* [Given records]
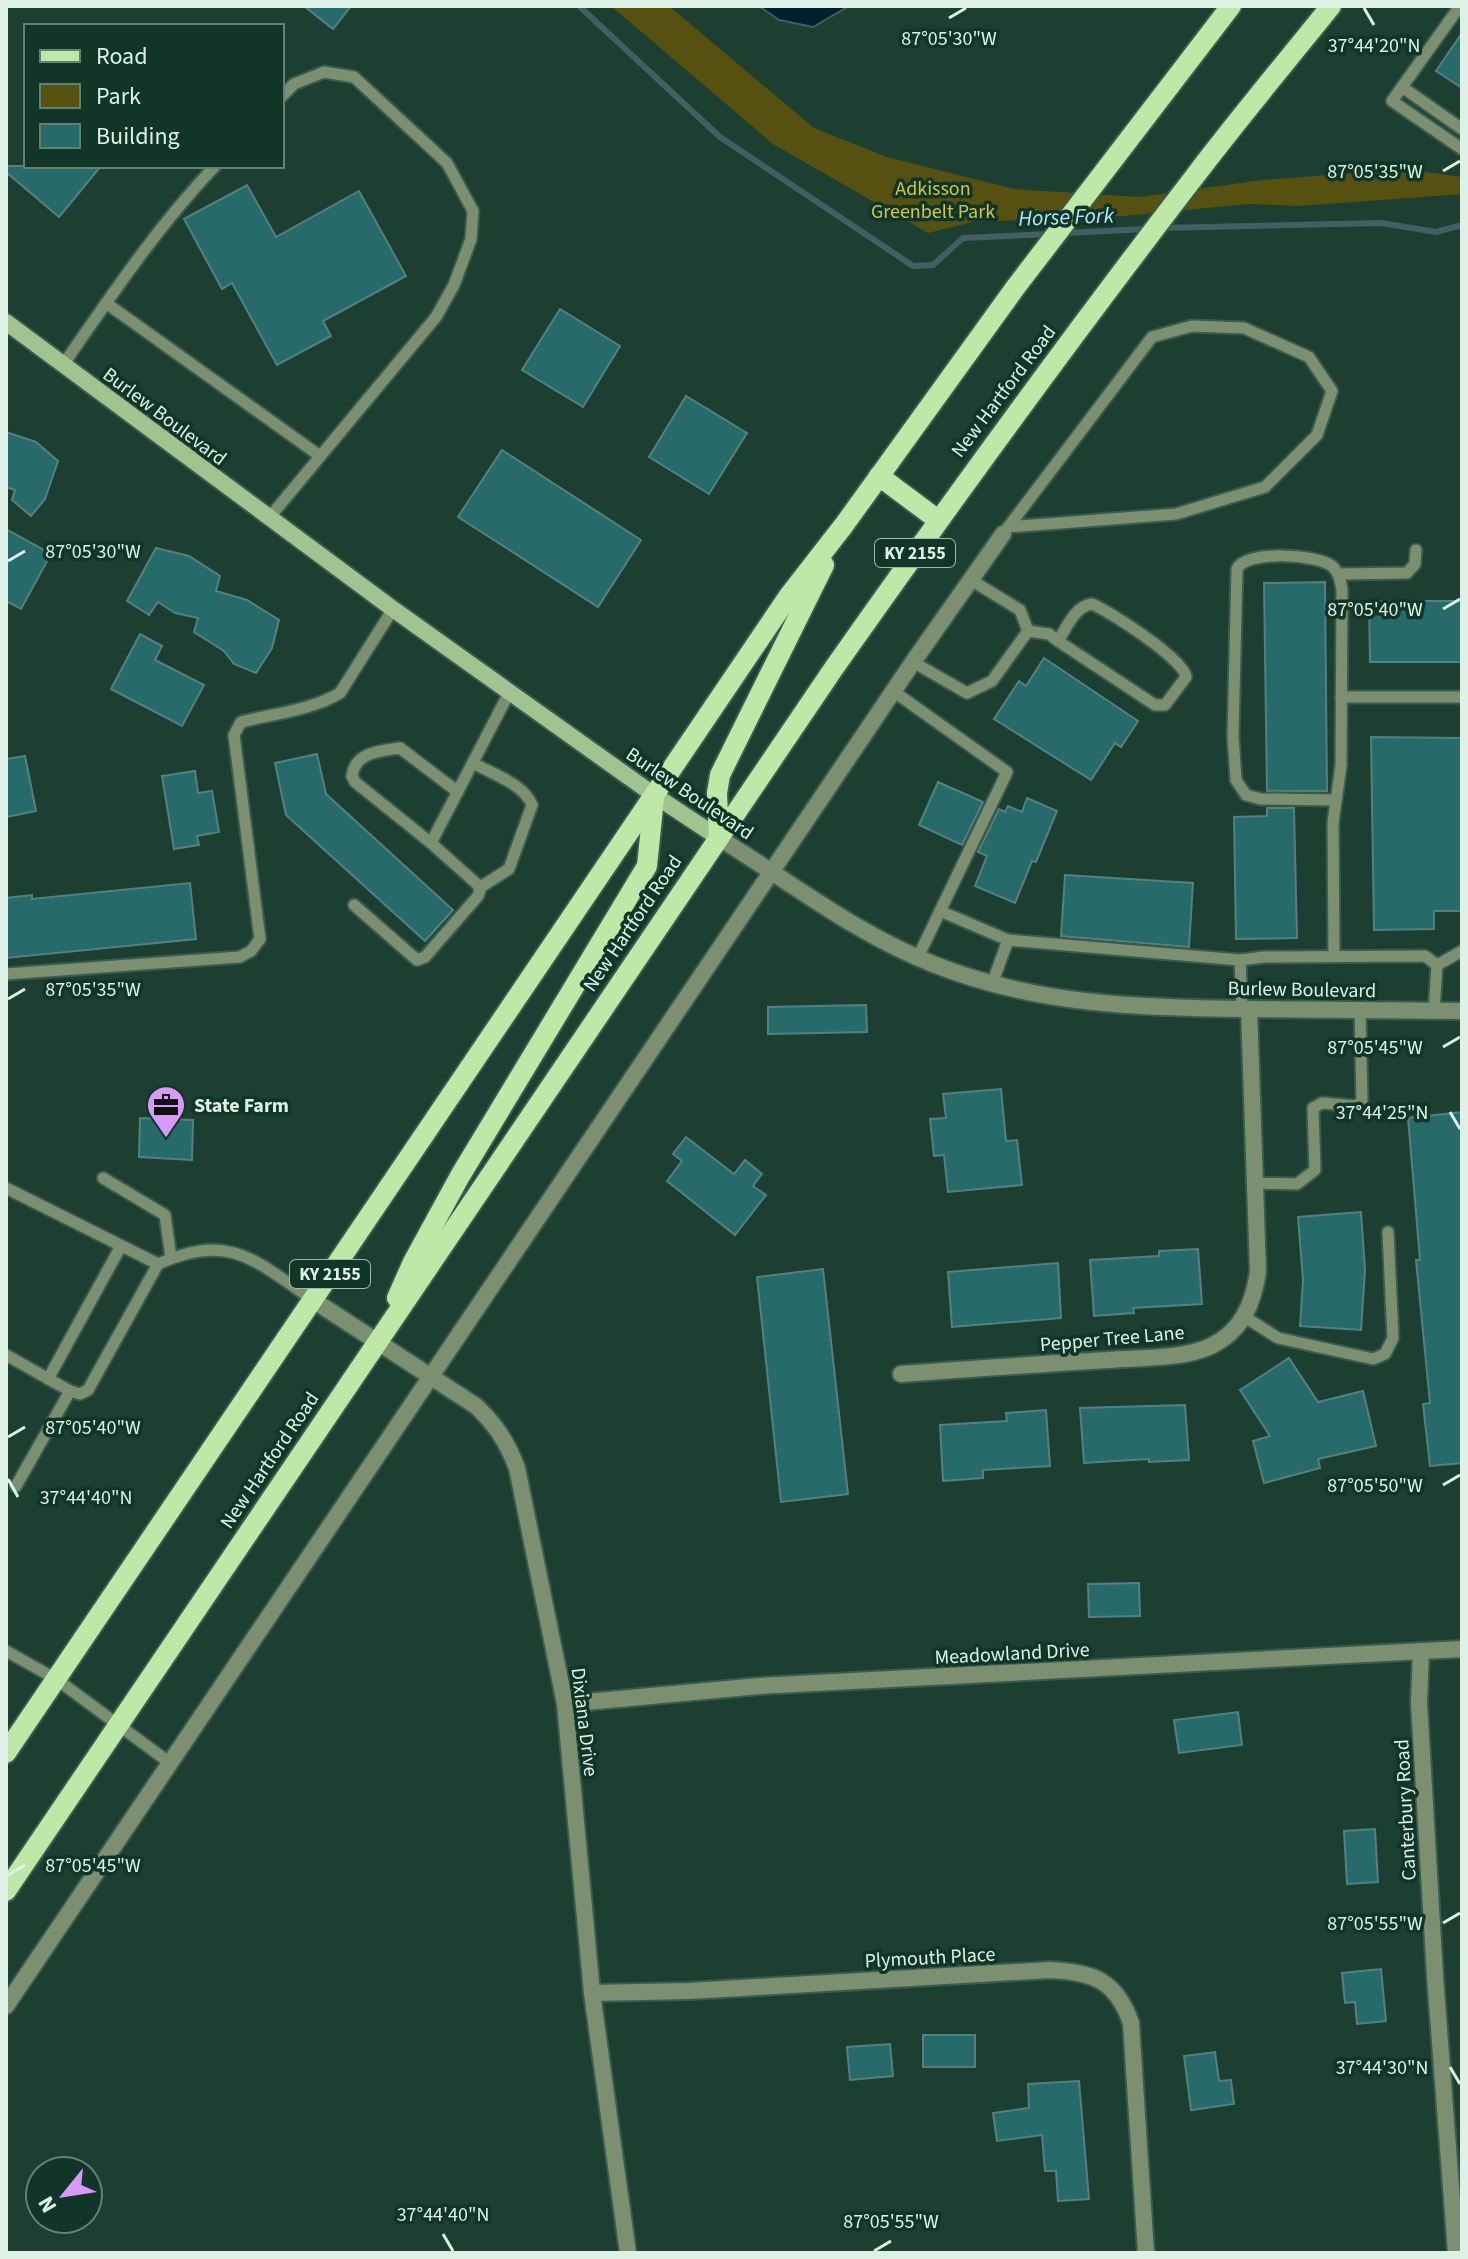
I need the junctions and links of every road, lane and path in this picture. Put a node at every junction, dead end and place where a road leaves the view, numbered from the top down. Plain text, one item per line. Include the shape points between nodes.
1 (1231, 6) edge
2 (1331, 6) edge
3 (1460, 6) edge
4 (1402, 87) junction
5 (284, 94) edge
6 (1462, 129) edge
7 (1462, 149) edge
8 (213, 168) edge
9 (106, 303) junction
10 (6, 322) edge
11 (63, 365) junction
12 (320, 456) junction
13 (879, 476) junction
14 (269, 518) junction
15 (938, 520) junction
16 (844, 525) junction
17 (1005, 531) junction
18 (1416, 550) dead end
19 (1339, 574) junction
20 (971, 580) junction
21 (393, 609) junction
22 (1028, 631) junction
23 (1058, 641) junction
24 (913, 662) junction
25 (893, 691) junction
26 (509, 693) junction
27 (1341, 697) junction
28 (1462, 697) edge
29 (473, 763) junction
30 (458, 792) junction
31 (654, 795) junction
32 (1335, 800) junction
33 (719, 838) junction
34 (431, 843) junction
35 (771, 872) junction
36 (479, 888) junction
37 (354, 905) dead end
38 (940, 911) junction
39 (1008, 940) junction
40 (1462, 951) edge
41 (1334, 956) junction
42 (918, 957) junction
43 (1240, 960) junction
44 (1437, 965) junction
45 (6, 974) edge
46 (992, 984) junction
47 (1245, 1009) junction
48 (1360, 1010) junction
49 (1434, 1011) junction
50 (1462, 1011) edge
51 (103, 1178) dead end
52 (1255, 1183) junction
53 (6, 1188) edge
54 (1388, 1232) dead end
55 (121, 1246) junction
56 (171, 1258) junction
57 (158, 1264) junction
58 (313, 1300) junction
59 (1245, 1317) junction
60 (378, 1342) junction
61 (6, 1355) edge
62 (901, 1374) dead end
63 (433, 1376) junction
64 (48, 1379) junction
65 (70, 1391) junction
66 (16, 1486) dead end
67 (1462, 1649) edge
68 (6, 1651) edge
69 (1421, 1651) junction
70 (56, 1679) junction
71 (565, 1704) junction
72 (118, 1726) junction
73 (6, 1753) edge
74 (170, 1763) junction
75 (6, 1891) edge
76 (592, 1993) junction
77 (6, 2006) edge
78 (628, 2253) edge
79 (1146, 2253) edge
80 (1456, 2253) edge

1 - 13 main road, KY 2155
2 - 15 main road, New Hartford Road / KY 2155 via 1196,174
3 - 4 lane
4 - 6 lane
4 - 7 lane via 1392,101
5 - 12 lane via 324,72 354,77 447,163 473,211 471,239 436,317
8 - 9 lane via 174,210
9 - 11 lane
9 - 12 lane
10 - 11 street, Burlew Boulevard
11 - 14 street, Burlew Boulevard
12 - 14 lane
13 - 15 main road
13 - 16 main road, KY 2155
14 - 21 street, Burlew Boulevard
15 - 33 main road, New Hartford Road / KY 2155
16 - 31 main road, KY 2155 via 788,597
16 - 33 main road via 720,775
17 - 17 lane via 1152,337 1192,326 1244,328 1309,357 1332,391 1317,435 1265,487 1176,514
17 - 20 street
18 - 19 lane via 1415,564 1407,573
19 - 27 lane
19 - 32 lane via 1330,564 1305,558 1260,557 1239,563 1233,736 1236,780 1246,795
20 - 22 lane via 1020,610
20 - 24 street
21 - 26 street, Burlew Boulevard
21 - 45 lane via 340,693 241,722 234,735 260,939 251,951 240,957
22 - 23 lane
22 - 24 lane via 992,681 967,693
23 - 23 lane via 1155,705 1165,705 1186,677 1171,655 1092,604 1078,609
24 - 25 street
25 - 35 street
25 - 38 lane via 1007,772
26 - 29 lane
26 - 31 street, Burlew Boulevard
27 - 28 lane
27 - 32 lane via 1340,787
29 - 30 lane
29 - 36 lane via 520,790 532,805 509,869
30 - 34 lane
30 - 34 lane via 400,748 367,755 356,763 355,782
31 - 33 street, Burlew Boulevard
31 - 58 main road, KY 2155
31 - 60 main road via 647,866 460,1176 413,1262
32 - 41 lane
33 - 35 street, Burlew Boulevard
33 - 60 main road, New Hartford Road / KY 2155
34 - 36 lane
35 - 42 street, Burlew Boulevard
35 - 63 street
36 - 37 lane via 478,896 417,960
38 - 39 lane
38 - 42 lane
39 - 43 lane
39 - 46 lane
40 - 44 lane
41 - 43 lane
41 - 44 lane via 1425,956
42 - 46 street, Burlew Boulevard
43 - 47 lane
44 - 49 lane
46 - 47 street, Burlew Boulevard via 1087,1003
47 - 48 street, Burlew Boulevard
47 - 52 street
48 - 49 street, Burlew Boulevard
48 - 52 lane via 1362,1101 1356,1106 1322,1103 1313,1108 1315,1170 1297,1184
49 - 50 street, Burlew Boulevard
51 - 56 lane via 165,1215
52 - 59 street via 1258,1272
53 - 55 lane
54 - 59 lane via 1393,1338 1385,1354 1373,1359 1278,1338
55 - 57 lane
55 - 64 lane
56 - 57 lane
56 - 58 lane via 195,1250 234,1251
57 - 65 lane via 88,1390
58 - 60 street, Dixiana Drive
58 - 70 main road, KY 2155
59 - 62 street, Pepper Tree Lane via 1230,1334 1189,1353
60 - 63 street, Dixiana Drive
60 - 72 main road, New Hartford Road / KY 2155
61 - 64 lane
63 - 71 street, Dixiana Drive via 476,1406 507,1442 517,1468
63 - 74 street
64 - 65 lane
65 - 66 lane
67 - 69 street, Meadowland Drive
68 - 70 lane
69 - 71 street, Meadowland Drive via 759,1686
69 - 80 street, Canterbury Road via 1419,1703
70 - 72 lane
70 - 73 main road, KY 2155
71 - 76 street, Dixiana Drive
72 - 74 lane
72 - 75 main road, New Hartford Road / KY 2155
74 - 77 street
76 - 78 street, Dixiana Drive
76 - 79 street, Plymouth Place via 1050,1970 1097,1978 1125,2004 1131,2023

---

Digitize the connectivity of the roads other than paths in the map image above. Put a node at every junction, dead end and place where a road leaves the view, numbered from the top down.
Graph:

...

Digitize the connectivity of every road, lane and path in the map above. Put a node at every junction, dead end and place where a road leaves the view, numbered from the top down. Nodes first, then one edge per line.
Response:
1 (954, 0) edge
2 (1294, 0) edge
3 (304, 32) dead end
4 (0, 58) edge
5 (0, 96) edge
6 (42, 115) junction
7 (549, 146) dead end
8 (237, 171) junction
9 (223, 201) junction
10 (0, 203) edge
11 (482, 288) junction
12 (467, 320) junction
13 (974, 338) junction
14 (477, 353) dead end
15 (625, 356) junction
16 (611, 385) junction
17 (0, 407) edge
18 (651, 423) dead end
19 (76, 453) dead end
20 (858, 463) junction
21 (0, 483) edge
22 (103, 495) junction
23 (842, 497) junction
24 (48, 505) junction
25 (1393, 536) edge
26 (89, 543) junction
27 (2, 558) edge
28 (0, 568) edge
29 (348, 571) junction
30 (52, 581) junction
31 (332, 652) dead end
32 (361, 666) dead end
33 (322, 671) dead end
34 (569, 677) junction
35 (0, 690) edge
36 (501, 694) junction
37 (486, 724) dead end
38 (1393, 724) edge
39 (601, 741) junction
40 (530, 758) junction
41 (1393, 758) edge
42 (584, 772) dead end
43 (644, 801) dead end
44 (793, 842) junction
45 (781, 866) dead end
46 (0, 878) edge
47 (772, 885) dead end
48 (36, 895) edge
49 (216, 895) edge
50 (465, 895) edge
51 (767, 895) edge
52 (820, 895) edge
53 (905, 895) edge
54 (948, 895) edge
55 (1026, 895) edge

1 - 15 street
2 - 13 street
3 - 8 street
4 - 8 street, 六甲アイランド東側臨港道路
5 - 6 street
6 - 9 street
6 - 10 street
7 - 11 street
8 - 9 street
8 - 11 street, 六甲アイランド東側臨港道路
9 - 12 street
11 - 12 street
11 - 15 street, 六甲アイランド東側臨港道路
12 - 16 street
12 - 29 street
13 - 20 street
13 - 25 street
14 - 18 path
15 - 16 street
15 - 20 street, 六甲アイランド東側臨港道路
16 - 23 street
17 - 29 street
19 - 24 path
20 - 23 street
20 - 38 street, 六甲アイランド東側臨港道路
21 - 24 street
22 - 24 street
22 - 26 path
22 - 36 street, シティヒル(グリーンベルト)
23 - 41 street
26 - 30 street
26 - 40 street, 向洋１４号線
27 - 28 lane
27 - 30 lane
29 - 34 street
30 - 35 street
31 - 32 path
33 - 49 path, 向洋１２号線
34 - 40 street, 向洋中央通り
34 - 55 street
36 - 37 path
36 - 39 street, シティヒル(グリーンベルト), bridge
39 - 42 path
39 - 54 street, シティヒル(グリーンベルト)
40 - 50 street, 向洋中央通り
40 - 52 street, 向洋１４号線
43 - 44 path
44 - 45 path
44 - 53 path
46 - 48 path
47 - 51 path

* [Exercise] Please copy out every line of the preceding listing that carries "Digitize".

* [Solution to the problem]
Digitize the connectivity of the roads other than paths in the map image above. Put a node at every junction, dead end and place where a road leaves the view, numbered from the top down.
Digitize the connectivity of every road, lane and path in the map above. Put a node at every junction, dead end and place where a road leaves the view, numbered from the top down. Nodes first, then one edge per line.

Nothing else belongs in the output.